How often this happened will never be known, but paleoanthropologist Erik Trinkaus says it probably occurred more often than is generally imagined.

In his latest work, published last week in the journal Proceedings of the National Academy of Sciences, Trinkaus, of Washington University in St. Louis, analyzed prehistoric fossil remains from various parts of Europe. He concluded that a significant number have attributes associated with both Neanderthals and the modern humans who replaced them.

"Given the data we now have, it would be highly improbable to argue there is no Neanderthal contribution to the early European population that came out of Africa," Trinkaus said. "I believe there was continuous breeding between the two for some period of time.
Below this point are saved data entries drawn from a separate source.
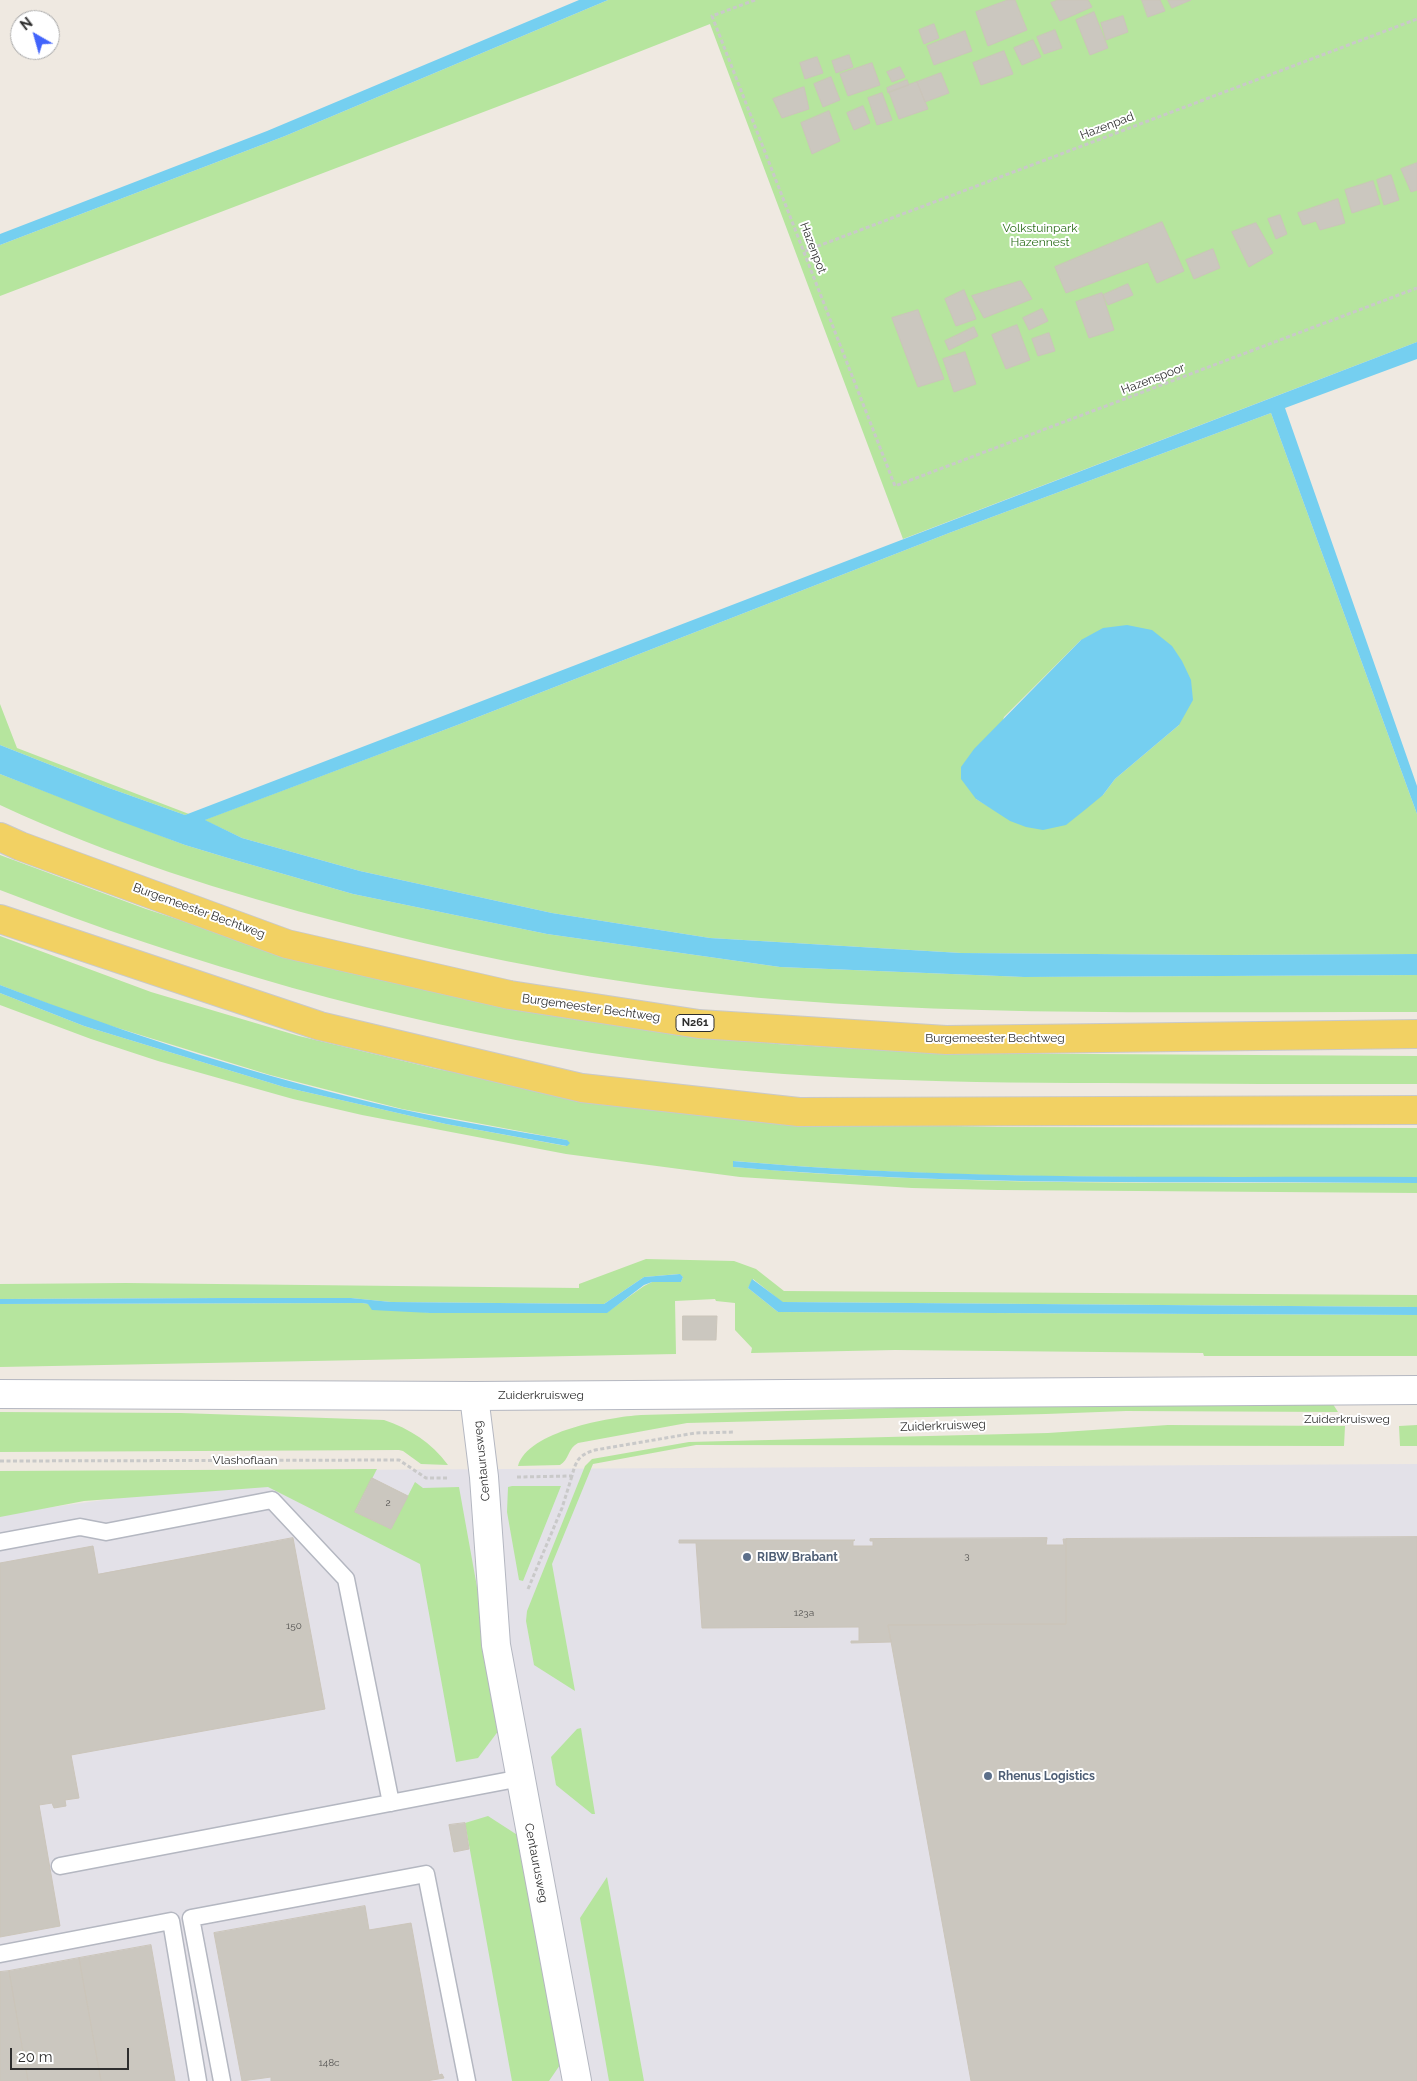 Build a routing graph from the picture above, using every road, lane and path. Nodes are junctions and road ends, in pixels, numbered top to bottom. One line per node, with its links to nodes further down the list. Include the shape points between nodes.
1 (755, 0): 3 (path, Hazenpot, via 712,16)
2 (1417, 19): 3 (path, Hazenpad)
3 (805, 252): 5 (path, Hazenpot)
4 (1417, 288): 5 (path, Hazenspoor)
5 (895, 486)
6 (0, 837): 8 (main road, Burgemeester Bechtweg / N261, via 287,944 510,996 699,1024 946,1040)
7 (0, 919): 9 (main road, via 320,1026 582,1088 799,1112)
8 (1417, 1034)
9 (1417, 1110)
10 (1417, 1390): 12 (street, Zuiderkruisweg)
11 (0, 1394): 12 (street)
12 (474, 1396): 16 (street, Centaurusweg)
13 (739, 1432): 15 (path, via 695,1433 595,1450 584,1454 576,1463)
14 (0, 1461): 16 (path, Vlashoflaan, via 399,1460 426,1478)
15 (572, 1476): 16 (path); 18 (path)
16 (484, 1477): 19 (street, Centaurusweg, via 496,1645)
17 (0, 1542): 20 (lane, via 80,1527 106,1532 272,1500 346,1579)
18 (526, 1594)
19 (521, 1778): 20 (lane); 26 (street, Centaurusweg)
20 (392, 1803): 21 (lane)
21 (60, 1866)
22 (0, 1954): 23 (lane, via 171,1922)
23 (198, 2081)
24 (222, 2081): 25 (lane, via 191,1918 426,1874)
25 (468, 2081)
26 (577, 2081)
"Both groups would seem to us dirty and smelly but, cleaned up, we would understand both to be human. There's good reason to think that they did as well."

The conclusion, one of the strongest to date in this debate, remains controversial, and it has potentially broad implications. It suggests, for instance, that humans today should still have some Neanderthal genes. It also means that the unanswered question of why the Neanderthals died out is even more puzzling -- because under this scenario they were quite capable of living successfully alongside the more modern newcomers.

Don't like this conclusion? Don't worry -- in the next few years there will be a new study claiming exactly the opposite, as has been the case for decades whenever a groundbreaking study of this question is published.